MassTortDefense has posted about the dangers lurking in consumer fraud class actions before. The threat is no more evident than in the recent decision in Nafar v. Hollywood Tanning Systems, Inc., 2008 WL 3821776 (D.N.J., August 11, 2008), where the district court certified a nationwide class of tanning customers.
Plaintiff alleged she purchased monthly tanning memberships from defendant Hollywood Tanning Systems, in New Jersey. Plaintiff alleged that defendant fraudulently failed to disclose the fact that any exposure to ultraviolet rays (UV rays) increases the risk of cancer and allegedly deceptively failed to warn consumers about the dangers of indoor tanning. While plaintiff acknowledged that defendant’s machines may block out most UVB rays, she contended that defendant failed to inform consumers that UVA rays, also emitted by its machines, are allegedly linked to skin cancer. Plaintiff instituted suit alleging: (1) violation of the New Jersey Consumer Fraud Act (“NJCFA”), (2) fraud, (3) unjust enrichment, and (4) breach of warranty. Plaintiff disclaimed any remedy for personal injuries suffered, but proceeded on her fraud-based causes of action, seeking return of her membership fees, treble damages, punitive damages, and attorney’s fees.

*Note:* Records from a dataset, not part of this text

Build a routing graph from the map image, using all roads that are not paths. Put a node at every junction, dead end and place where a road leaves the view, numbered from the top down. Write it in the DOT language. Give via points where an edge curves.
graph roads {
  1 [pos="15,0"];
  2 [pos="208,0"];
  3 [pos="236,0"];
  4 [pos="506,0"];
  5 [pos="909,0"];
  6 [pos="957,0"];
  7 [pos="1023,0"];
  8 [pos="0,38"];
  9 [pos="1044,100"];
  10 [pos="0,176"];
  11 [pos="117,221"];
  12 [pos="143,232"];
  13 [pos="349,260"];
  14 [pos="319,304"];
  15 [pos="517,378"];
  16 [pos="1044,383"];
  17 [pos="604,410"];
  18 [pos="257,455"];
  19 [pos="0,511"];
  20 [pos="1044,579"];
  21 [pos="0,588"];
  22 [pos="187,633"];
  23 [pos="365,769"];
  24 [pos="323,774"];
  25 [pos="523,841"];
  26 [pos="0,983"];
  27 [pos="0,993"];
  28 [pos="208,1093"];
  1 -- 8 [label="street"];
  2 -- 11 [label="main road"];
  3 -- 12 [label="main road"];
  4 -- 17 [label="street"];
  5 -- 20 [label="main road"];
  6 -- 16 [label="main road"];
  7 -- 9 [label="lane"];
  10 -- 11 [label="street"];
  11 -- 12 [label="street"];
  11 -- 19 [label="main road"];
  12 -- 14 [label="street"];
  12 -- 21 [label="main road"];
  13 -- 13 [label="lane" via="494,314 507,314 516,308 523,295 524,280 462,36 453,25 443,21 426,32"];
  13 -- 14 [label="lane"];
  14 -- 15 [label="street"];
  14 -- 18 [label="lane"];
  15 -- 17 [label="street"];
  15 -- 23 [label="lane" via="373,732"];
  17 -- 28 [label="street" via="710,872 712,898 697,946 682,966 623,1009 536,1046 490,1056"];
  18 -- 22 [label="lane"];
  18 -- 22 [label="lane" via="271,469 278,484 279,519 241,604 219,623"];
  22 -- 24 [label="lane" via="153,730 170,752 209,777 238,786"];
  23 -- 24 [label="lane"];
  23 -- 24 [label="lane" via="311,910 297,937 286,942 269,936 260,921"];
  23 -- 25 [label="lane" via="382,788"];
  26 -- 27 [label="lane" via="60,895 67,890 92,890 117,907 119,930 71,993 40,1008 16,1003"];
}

Plaintiff sought a nationwide class of consumers who had purchased tanning memberships. The court’s analysis of the Rule 23(b) requirements for class certification was, unfortunately, devoid of substance. For the all-important predominance inquiry, the court first stated that common issues of law predominated: “Common questions of law predominate because New Jersey law is central to this litigation. The NJCFA [consumer fraud act] will apply to all class members because this particular law governs Defendant’s behavior and uniform policies. New Jersey has a strong interest in this litigation because the case’s outcome will likely affect Defendant’s nationwide behavior…. Indeed, the NJCFA is one of this nation’s strongest consumer protection laws and its application will not frustrate other states’ consumer protection laws. ” That conclusion was not based on an analysis of the choice of law rules of the forum state; cited no state court cases suggesting that NJ law should apply to the claims of consumer from other states; failed to analyze the differences among the consumer protection laws of the various states; and failed to analyze the interests other states may have in applying their laws by simply assuming every state would rather apply NJ’s law.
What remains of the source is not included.